AOL and The Discovery Channel have undertaken a joint project for Americans to vote on the “The Greatest American.” There are 100 nominees from which to choose; voting starts June 5.

My vote will go to George Washington.

We wouldn’t have the country we have, but for Washington. He led the Continental Army through eight years of hard-fought revolution, holding the army together sometimes by sheer force of will. He lost more battles than he won, but learned from his mistakes and won when it counted, at Boston, Trenton, Princeton and Yorktown. He respected the civilian authority of Congress and ensured that no military dictatorship would seize power, and willingly resigned his commission as general-in-chief in 1783, even when some of his officers urged him to become a king.

Although he would have preferred to remain a gentleman planter, he agreed to leave his beloved Mount Vernon and serve as president of the Constitutional Convention in 1787, lending his prestige in support of the Constitution’s later ratification.

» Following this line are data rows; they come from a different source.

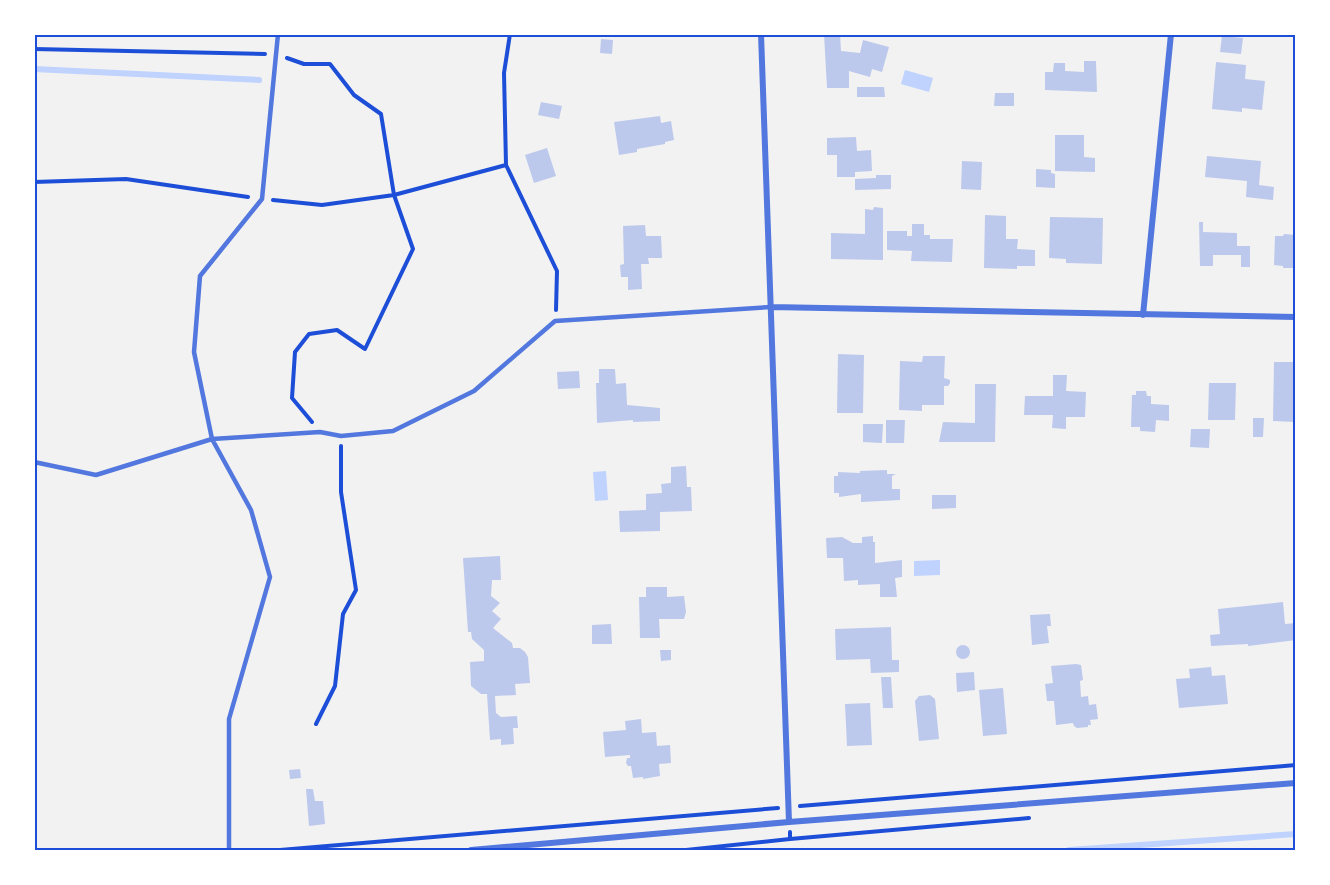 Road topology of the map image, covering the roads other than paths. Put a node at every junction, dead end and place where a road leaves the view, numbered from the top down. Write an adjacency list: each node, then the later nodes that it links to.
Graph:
1 (278, 34): 7 (lane)
2 (761, 34): 4 (street)
3 (1171, 34): 5 (street)
4 (771, 307): 5 (street); 7 (lane); 10 (street)
5 (1143, 315): 6 (street)
6 (1296, 317)
7 (212, 439): 8 (lane); 11 (lane)
8 (34, 462)
9 (1296, 783): 10 (street)
10 (789, 822): 12 (street)
11 (229, 850)
12 (471, 850)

The American Presidency was created with him in mind, and he practically invented the job. He served very capably, maintaining American neutrality from France and Britain, which were at war, and preserving national authority during the Whiskey Rebellion. He assembled an all-star Cabinet, including Thomas Jefferson and Alexander Hamilton (although he was unable to keep them from feuding politically). He then insisted on retiring after two terms, establishing a precedent that would hold until FDR ran for a third term in 1940.

Washington was a man of unfailing courage, honor, and determination, and I think he was the greatest American.

Check out the AOL/Discovery list of nominees, and tell us who you support, and why.

Link to web page.

Interesting list.

The worst list of its kind I’ve ever seen. Apparently John Adams, James Madison, Walt Whitman, Ulysses Grant, and Robert E Lee were not quite as significant as Laura Bush, Ellen Degeneres, Tom Hanks, Dr. Phil, and Pat Tillman. And of course Bob Dylan can’t hold a candle to Madonna.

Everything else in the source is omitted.